Handgrip strength, pulmonary function tests, and pulmonary muscle strength in fibromyalgia syndrome: is there any relationship?

OBJECTIVE

It has been reported that patients with fibromyalgia syndrome (FMS) have lower maximal respiratory pressures than healthy subjects, indicating reduced pulmonary muscle strength. It has also been reported that patients with FMS have reduced grip strength. In this study, we aimed to examine the possible relationship between handgrip strength as a determinant of peripheral muscle strength and pulmonary muscle strength in patients with FMS by comparing them with healthy controls.

METHODS

Forty-one consecutive women with FMS (diagnosed according to the American College of Rheumatology 1990 criteria) were compared with 40 age- and body mass index-matched healthy female controls. Pulmonary function tests were assessed by spirometry. Maximal pulmonary pressures were evaluated using an oral pressure meter.

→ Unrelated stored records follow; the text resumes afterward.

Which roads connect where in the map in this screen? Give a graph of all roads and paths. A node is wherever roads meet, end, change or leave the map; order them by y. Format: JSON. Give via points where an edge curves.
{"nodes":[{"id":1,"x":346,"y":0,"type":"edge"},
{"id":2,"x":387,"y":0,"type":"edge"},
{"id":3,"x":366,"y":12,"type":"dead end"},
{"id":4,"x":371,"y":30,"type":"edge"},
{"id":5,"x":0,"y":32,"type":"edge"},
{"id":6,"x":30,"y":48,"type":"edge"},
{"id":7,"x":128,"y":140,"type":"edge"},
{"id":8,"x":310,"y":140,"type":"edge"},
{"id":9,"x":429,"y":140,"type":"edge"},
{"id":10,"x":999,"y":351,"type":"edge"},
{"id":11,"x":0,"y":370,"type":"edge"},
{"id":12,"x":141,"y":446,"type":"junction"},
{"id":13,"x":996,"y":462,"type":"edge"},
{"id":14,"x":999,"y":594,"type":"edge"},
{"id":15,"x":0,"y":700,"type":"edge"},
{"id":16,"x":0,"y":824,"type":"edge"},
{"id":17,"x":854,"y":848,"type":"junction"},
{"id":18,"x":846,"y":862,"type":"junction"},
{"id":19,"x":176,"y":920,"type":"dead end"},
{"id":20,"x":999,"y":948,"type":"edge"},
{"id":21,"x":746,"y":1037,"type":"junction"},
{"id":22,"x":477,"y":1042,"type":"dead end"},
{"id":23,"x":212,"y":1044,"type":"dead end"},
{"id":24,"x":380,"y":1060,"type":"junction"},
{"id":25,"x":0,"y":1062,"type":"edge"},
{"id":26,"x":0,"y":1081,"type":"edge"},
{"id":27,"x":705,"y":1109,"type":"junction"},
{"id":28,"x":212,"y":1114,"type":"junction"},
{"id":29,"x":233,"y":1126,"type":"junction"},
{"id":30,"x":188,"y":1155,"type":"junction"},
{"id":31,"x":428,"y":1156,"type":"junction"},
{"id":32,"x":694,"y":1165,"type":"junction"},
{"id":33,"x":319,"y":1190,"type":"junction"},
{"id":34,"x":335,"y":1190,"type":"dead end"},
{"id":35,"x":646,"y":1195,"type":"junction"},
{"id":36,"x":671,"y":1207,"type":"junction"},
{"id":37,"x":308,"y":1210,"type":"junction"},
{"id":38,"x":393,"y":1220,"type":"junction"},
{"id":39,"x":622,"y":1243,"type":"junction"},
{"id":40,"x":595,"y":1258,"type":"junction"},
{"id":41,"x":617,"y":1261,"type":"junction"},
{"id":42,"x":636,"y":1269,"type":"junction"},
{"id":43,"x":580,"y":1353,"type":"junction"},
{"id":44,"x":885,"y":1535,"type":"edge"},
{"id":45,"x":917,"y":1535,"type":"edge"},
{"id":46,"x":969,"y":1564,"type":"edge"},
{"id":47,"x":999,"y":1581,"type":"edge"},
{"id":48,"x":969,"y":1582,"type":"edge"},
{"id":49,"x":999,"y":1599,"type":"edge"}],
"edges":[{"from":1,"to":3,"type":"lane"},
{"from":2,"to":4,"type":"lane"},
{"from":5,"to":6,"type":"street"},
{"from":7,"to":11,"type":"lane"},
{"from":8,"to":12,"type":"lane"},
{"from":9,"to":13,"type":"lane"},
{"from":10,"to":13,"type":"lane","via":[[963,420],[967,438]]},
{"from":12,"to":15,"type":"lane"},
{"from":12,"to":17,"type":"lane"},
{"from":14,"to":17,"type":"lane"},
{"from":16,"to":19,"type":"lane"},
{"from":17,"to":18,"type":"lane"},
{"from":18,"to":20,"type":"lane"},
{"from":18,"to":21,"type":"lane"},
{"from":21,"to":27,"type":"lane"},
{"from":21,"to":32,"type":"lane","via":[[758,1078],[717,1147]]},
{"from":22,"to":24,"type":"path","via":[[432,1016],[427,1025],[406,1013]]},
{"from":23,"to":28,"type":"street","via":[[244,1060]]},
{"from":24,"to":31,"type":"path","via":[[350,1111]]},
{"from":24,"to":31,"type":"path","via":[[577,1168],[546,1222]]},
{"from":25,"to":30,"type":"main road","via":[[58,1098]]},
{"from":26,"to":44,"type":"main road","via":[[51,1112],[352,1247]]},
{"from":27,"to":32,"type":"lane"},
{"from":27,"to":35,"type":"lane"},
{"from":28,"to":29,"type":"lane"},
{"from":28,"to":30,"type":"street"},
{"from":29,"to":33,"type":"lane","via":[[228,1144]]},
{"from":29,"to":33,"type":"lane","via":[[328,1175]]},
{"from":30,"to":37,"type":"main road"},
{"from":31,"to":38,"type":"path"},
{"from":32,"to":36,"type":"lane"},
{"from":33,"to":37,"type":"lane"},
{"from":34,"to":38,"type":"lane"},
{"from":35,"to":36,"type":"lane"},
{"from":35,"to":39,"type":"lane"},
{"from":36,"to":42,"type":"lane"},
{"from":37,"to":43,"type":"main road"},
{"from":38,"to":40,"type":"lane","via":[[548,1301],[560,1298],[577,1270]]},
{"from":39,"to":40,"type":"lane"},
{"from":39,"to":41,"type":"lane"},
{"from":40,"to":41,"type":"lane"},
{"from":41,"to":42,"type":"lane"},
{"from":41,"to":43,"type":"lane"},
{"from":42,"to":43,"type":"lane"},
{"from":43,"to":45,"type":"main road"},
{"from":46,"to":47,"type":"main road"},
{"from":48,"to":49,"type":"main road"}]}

A dyspnea score was obtained. Pain was scored according to visual analogue scale and chest pain was classified (0-9) in fibromyalgia patients. Chest expansion was also measured in the two groups. Tender points were also evaluated in FMS patients. Grip strength (Jamar handheld dynamometer) was also measured in the two groups.

RESULTS

The difference in pulmonary function tests was not statistically significant between groups. Maximal respiratory pressures (maximum inspiratory pressure and maximum expiratory pressure) and endurance (maximum ventilatory volume) were significantly lower in patients with FMS than in controls. There was also a statistically significant difference between groups regarding grip strength. There was also significant correlation between maximal inspiratory pressure and maximal expiratory pressure values and handgrip strength in patients with FMS.

CONCLUSION

These data indicate that handgrip strength may be a determinant of pulmonary muscle strength in fibromyalgia patients.